El Crucifijo
Autor: Camilo Valverde Mudarra
El Todo el que pone en entredicho el crucifijo muestra sin duda alguna su ignorancia o su mala voluntad. Y, como resulta que todos esos, que han firmado esta parida, no son babosamente tontos, hemos de concluir, que arrastran una maldad incalculable con la clara intención de subvertir rodear y destruir la identidad secular de España. Por otra parte, ocuparse del crucifijo en las escuelas, significa la bobería de unos individuos instalados en la mamandurria de la política alejados de los cuatro millones y medio de parados y por ende, de las propias preocupaciones del que no tiene el agobio de buscar y llevar a casa el pan de cada día.
La excusa, para instar al Gobierno a la supresión de los crucifijos en los centros docentes se ampara en la equivocada sentencia del Tribunal de Estrasburgo, so pretexto de que vulnera el derecho a la libertad religiosa. Los ateos, cuya increencia es dudosa, no pueden escudarse en la libertad religiosa, para zarandear la sociedad. El crucifijo es un signo de perdón y de amor, que no puede perjudicar a nadie; es el símbolo sagrado del cristianismo y un hecho esencial de la cultura europea; y es que la vida del hombre está llena de signos y no se puede concebir la vida humana sin los símbolos, que la envuelven; en su rechazo, late toda una intención malsana de unas mentes minoritarias infectas; quieren abolir la religión cristiana y arrasar la tradición secular y los valores que han conformado nuestros hábitos ancestrales y creencias europeas; quieren implantar lo grosero, cerril y radical; quisieran eliminar todo vestigio de nuestro catolicismo, quemar nuestro pensamiento y sustituirlo por la Alianza de Civilizaciones. El desmentido es sólo una estrategia, la ley se hará realidad en cuanto lo demanden las contingencias electoralistas.
El crucificado, como el Nacimiento o Belén, son elementos culturales hondamente arraigados en nuestras costumbres y el pesebre-cuna como la cruz, representan dos momentos culminantes de la vida de Jesucristo en la tierra; su mensaje no ofende a nadie, no entraña ninguna incitación a la violencia, al odio, a la venganza, a la opulencia insolidaria o al racismo, muy al contrario, ambos transmiten humildad, perdón, fraternidad, entrega sin límites y un amor infinito. Sólo la mala intención y fines turbios y electorales pueden ocasionar la idiotez de pedir una ley para su desaparición.

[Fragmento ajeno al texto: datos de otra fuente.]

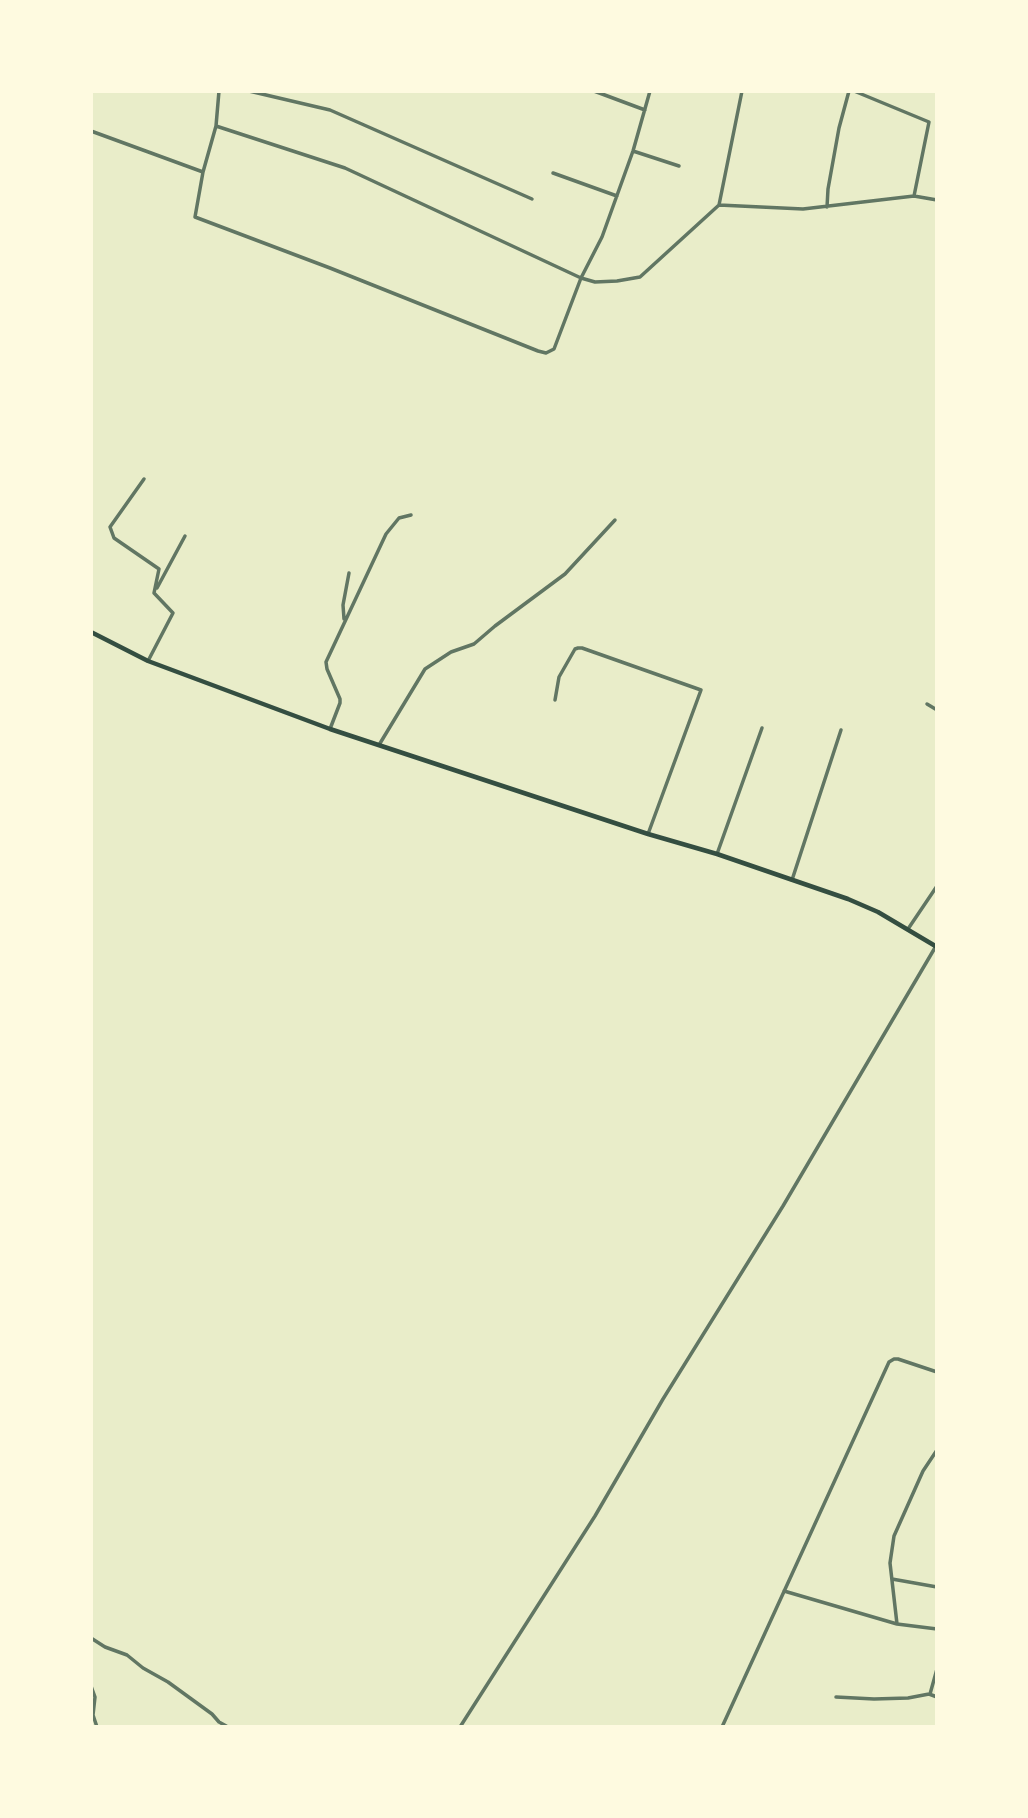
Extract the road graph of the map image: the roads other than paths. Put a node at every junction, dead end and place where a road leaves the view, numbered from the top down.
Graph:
1 (219, 91) edge
2 (249, 91) edge
3 (594, 91) edge
4 (650, 91) edge
5 (742, 91) edge
6 (852, 91) edge
7 (645, 110) junction
8 (216, 126) junction
9 (91, 131) edge
10 (633, 151) junction
11 (679, 166) dead end
12 (203, 172) junction
13 (553, 173) dead end
14 (617, 196) junction
15 (914, 196) junction
16 (532, 199) dead end
17 (937, 200) edge
18 (719, 205) junction
19 (827, 206) junction
20 (581, 278) junction
21 (144, 479) dead end
22 (411, 515) dead end
23 (615, 520) dead end
24 (185, 536) dead end
25 (349, 573) dead end
26 (154, 593) junction
27 (344, 622) junction
28 (91, 632) edge
29 (148, 661) junction
30 (555, 700) dead end
31 (927, 704) dead end
32 (937, 710) edge
33 (762, 728) dead end
34 (330, 729) junction
35 (841, 730) dead end
36 (379, 745) junction
37 (648, 834) junction
38 (717, 854) junction
39 (792, 880) junction
40 (937, 886) edge
41 (908, 929) junction
42 (937, 946) edge
43 (937, 1372) edge
44 (937, 1451) edge
45 (892, 1579) junction
46 (937, 1587) edge
47 (784, 1591) junction
48 (897, 1625) junction
49 (937, 1629) edge
50 (91, 1638) edge
51 (937, 1669) edge
52 (91, 1686) edge
53 (929, 1695) junction
54 (836, 1697) dead end
55 (937, 1697) edge
56 (97, 1727) edge
57 (228, 1727) edge
58 (460, 1727) edge
59 (722, 1727) edge

1 - 8 street
2 - 16 street
3 - 7 street
4 - 7 street
5 - 18 street
6 - 15 street
6 - 19 street
7 - 10 street
8 - 12 street
8 - 20 street
9 - 12 street
10 - 11 street
10 - 14 street
12 - 20 street
13 - 14 street
14 - 20 street
15 - 17 street
15 - 19 street
18 - 19 street
18 - 20 street
21 - 26 street
22 - 27 street
23 - 36 street
24 - 26 street
25 - 27 street
26 - 29 street
27 - 34 street
28 - 29 main road
29 - 34 main road
30 - 37 street
31 - 32 street
33 - 38 street
34 - 36 main road
35 - 39 street
36 - 37 main road
37 - 38 main road
38 - 39 main road
39 - 41 main road
40 - 41 street
41 - 42 main road
42 - 58 street
43 - 47 street
44 - 45 street
45 - 46 street
45 - 48 street
47 - 48 street
47 - 59 street
48 - 49 street
50 - 57 street
51 - 53 street
52 - 56 street
53 - 54 street
53 - 55 street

Aquí, las cosas andan al revés: una minoría se impone a la mayoría; desvaría, cobra y zarandea a la sociedad y eso se le permite y consiente por conveniencia y debilidad. Es ridículo y costoso que ese tal Juan Tardá no tardase en arrastrar con él a todos los diputados del grupo socialista en el Congreso, para obviar toda la tradición cultural de Occidente; debe serles tan rentable como callarse ante el avance de simbología de otra religión mucho menos homologable y en cuyo nombre se han cometido y cometen tantos o más desmanes que cometió la cristiana en la Edad Media. Esto no es más que la actitud legislativa propia de fanáticos, fascistas, hitlerianos y torquemadas de inquisitiva mentalidad.